This smells like authentication issues, but it's also the first time I've heard of that type of reply from the API server (GOAWAY) smile

Need to look into potential causes for that error message.

@alexsomesan After some investigation, it seems to be a feature of the api server that can be used when you have a load balancer and multiple control plane nodes.

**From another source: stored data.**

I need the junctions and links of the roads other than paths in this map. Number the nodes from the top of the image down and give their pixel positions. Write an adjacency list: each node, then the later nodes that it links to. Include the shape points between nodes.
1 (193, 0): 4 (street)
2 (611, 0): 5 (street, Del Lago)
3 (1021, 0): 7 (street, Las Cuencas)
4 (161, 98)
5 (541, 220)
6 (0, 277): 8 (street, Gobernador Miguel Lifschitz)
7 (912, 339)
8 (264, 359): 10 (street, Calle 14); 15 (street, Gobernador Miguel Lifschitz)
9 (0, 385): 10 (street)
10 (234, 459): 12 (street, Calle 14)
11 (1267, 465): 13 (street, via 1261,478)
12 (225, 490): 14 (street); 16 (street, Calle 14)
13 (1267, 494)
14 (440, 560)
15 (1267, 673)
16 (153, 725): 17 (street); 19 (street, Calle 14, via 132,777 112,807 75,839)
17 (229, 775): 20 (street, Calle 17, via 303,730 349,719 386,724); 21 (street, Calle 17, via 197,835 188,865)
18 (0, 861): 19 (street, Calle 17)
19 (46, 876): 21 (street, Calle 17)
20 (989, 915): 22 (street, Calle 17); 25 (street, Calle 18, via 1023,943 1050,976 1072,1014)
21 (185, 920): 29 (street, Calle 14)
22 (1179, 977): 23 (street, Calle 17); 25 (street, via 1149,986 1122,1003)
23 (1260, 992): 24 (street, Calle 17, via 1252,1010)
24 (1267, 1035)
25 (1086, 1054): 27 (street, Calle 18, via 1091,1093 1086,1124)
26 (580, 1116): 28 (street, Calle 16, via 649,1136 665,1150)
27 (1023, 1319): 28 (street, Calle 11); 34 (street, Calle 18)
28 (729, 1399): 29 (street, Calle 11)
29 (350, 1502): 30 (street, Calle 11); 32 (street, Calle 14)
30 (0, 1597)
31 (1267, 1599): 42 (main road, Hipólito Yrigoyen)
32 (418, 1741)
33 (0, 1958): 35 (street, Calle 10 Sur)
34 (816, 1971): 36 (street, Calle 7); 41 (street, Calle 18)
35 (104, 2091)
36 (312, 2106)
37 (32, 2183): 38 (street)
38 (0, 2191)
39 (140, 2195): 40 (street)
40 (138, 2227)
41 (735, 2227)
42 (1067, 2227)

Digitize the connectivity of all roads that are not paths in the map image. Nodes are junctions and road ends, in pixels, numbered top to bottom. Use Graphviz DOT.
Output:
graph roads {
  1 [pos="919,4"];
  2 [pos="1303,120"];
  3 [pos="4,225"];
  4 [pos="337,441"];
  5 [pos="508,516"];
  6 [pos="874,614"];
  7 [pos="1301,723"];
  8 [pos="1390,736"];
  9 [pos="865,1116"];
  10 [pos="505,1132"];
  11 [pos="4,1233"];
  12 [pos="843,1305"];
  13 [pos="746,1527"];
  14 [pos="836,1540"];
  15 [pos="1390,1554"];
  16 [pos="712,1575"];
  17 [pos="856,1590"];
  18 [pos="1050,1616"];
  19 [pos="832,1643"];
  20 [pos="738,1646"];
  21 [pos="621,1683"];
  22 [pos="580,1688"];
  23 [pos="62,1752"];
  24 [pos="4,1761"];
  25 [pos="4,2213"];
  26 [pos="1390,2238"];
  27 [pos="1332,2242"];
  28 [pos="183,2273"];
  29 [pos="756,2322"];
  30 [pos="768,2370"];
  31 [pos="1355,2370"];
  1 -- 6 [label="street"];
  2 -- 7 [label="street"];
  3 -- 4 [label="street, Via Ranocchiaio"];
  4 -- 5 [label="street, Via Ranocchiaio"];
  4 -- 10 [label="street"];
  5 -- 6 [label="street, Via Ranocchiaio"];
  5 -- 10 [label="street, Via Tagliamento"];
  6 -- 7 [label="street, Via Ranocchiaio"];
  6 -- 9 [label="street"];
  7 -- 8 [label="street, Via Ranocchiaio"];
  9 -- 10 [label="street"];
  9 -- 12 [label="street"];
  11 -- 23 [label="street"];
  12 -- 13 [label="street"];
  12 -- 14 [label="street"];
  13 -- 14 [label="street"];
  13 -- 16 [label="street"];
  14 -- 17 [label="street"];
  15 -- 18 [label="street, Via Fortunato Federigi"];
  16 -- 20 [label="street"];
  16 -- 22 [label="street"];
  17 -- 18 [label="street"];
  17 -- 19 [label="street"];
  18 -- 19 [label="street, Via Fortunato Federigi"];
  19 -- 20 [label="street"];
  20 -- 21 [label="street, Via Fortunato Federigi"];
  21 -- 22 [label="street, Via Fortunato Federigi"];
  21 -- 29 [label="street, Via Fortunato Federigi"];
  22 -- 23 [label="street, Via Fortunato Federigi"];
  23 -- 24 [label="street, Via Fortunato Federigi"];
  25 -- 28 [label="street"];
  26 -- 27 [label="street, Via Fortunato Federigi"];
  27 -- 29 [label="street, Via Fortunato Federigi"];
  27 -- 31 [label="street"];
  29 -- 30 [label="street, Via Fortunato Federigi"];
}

As you can see here: https://kubernetes.io/docs/reference/command-line-tools-reference/kube-apiserver/

One of the parameters is --goaway-chance float

To prevent HTTP/2 clients from getting stuck on a single apiserver, randomly close a connection (GOAWAY). The client's other in-flight requests won't be affected, and the client will reconnect, likely landing on a different apiserver after going through the load balancer again. This argument sets the fraction of requests that will be sent a GOAWAY. Clusters with single apiservers, or which don't use a load balancer, should NOT enable this. Min is 0 (off), Max is .02 (1/50 requests); .001 (1/1000) is a recommended starting point.

I only get this error on kubernetes_manifest resources though, so maybe it needs deeper investigation

santimar avatar Apr 27 '23 16:04 santimar

^ We're getting the same error but for other resources! Has there been a fix for this?

aaj-synth avatar Nov 10 '23 21:11 aaj-synth

@aaj-synth I was able to fix this error by using multiple apiservers and putting a load-balancer in front of the cluster, but also the --goaway-chance 0 should work. I know it's not the fix you are looking for, but it works for now.

santimar avatar Nov 12 '23 11:11 santimar